Aunque ya se haya reconocido por parte del gobierno chino el plácet del nuevo embajador, Sabino Vaca Narvaja, Luis María Kreckler pide reuniones a las autoridades del país asiático que ya no le responden. Todo esto transcurre entre días de furia con empleados locales, llegando a amenazas y pedidos insólitos. Luego de la desautorización oficial por parte del presidente, resultado de la pésima gestión con las vacunas y las inversiones porcinas (entre otros temas), Kreckler apuesta a quedar varado para seguir cobrando en dólares.

Luego de los escándalos públicos por pedirse “licencia ecológica” en medio de las negociaciones del gobierno argentino para la provisión de vacunas y querer alquilar un penthouse en un excusivo barrio chino, el ahora ex embajador trata de Permanecer el mayor tiempo posible con los privilegios que mantuvo por mas de 20 años.
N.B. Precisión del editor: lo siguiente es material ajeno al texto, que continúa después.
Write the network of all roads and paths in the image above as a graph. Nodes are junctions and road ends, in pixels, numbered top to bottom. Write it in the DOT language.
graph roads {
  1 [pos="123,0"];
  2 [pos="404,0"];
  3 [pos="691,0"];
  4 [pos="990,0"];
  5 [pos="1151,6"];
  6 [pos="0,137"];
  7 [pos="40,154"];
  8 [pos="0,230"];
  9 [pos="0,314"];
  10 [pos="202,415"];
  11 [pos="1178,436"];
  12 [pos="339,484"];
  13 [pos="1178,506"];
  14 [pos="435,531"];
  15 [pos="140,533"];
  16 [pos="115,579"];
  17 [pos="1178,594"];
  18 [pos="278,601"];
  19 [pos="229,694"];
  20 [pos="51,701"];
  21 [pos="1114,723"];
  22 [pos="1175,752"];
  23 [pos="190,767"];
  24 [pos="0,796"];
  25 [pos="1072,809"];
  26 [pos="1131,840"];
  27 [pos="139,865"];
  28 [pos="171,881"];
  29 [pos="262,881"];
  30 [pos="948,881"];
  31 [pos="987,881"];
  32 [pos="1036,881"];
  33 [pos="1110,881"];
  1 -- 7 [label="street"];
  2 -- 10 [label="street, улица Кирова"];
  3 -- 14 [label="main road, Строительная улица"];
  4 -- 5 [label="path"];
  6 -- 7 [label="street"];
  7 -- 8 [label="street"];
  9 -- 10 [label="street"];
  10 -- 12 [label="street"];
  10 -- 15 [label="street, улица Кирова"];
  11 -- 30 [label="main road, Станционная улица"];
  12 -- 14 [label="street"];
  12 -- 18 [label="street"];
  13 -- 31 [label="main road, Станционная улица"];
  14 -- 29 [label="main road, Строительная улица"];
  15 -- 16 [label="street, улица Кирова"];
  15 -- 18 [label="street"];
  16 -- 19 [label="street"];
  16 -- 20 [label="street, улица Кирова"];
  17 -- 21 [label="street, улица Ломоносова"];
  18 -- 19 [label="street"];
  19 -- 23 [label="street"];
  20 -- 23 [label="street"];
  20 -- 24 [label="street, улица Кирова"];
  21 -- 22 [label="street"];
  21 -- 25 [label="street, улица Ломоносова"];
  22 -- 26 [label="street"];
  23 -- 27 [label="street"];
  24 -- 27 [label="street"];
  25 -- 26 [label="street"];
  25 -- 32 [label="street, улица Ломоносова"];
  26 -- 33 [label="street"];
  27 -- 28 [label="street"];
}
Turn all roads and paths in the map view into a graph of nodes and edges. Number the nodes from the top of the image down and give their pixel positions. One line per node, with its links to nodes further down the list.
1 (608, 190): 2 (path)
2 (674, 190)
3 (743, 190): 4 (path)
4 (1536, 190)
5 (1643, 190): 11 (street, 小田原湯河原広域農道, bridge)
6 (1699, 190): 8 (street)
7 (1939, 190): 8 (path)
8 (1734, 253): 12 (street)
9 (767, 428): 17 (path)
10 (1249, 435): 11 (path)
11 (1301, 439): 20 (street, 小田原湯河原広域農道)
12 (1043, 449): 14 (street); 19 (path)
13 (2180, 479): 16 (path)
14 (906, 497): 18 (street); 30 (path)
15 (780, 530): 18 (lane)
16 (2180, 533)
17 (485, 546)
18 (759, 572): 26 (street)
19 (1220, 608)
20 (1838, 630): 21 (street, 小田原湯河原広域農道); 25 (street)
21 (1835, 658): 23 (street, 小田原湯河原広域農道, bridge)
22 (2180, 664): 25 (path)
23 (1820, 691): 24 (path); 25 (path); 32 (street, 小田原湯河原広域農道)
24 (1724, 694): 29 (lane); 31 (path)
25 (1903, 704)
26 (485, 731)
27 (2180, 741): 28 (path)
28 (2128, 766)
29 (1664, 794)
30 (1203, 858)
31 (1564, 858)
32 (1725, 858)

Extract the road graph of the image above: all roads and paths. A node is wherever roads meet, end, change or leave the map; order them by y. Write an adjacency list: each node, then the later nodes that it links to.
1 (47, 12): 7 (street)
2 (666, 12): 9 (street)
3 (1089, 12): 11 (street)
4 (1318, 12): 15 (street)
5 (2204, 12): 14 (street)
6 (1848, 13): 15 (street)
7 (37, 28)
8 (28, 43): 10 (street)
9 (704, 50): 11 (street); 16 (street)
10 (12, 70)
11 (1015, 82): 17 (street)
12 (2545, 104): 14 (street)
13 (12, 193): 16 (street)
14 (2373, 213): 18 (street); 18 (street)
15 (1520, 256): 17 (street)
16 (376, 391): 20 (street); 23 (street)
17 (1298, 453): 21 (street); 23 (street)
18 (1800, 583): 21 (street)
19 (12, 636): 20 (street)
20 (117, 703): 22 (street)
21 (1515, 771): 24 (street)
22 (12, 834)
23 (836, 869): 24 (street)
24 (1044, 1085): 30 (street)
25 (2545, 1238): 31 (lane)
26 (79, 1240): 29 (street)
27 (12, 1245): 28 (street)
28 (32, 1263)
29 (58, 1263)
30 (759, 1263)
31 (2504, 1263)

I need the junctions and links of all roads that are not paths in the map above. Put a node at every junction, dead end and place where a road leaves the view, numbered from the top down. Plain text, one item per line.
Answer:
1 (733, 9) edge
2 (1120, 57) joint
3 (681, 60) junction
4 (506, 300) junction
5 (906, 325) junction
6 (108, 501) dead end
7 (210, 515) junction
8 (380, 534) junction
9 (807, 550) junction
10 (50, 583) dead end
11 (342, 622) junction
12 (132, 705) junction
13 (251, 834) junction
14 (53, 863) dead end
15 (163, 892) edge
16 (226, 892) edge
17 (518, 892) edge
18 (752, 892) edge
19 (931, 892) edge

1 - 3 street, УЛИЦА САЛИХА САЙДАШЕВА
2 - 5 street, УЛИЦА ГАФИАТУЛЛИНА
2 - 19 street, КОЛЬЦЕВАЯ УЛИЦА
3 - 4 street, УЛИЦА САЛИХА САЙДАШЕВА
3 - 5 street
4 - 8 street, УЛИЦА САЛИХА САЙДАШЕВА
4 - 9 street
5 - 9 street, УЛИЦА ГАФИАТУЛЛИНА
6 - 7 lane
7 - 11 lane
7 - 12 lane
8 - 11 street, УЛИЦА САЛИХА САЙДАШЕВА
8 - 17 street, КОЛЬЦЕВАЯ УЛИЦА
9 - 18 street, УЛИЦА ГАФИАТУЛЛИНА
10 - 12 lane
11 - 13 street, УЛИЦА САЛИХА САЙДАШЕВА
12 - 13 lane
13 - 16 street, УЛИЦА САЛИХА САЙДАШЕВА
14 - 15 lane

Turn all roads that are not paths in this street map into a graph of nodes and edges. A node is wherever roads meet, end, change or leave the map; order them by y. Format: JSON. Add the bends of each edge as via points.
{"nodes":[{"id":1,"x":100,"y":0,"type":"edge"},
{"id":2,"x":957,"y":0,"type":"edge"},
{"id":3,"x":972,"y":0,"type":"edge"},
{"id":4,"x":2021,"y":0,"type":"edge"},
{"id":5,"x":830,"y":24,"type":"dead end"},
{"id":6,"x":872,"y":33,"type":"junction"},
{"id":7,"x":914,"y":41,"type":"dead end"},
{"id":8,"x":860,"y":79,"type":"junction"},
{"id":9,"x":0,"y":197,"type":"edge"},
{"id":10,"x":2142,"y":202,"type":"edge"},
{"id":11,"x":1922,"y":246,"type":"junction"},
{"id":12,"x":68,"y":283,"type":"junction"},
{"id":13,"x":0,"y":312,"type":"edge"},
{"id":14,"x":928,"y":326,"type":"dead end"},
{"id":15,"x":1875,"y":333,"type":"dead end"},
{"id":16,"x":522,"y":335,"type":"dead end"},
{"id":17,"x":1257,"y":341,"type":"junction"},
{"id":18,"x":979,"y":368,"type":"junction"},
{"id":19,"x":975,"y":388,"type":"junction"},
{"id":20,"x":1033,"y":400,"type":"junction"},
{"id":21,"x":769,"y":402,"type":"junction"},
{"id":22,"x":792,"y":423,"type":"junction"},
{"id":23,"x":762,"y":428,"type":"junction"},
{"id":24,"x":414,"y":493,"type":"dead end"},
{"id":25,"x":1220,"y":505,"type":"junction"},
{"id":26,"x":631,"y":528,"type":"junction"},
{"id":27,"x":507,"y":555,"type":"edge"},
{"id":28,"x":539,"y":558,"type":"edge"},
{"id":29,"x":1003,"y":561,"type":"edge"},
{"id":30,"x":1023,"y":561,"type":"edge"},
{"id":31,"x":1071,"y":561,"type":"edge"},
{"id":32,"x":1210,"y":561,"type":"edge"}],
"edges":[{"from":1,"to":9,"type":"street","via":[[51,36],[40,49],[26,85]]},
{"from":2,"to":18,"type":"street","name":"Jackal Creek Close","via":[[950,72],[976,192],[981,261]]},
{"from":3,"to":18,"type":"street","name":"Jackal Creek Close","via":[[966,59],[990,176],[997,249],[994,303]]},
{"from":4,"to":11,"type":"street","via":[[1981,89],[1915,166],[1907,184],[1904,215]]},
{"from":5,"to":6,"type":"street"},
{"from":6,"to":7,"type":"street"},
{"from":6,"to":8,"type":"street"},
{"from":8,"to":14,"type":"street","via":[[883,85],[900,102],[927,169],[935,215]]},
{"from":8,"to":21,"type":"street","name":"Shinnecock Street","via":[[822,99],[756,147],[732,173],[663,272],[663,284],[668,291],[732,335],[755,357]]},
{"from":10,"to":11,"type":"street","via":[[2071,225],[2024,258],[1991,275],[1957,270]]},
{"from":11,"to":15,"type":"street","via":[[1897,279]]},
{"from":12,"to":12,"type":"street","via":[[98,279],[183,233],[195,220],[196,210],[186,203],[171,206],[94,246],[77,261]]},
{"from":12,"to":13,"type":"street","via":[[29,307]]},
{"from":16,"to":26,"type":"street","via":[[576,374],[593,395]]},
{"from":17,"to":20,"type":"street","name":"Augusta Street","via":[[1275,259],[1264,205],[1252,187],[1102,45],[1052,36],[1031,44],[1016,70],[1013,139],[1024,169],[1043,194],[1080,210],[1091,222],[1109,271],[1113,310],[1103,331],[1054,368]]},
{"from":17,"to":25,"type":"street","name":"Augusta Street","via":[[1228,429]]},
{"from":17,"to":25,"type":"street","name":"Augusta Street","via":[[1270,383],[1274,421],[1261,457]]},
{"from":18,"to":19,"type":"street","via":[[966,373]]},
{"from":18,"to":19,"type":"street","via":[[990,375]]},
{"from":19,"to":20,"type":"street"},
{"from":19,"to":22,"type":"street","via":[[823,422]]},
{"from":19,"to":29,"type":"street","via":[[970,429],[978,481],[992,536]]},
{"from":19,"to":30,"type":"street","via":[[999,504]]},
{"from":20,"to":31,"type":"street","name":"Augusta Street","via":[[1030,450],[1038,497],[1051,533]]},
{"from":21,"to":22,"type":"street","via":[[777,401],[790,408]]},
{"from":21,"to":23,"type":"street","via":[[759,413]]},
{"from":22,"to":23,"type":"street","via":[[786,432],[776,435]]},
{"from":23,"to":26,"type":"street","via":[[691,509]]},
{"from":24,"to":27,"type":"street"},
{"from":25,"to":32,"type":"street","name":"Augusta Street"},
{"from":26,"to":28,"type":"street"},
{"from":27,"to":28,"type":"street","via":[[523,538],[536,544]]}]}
Gastos inexplicables y cuentas confusas e irregulares en solo seis meses de gestión. El embajador que menos tiempo estuvo como representante en toda la historia de China no dejo escándalo por hacer. Kreckler pretende alargar sus privilegios lo más que pueda en el exterior buscando quedar varado quedando en un “limbo” jurídico. Cuándo todo termine se iría a su lujoso departamento en Miami con su Harley Davidson que entró de manera ilegal a China desde Suiza ya que no está permitido el ingreso.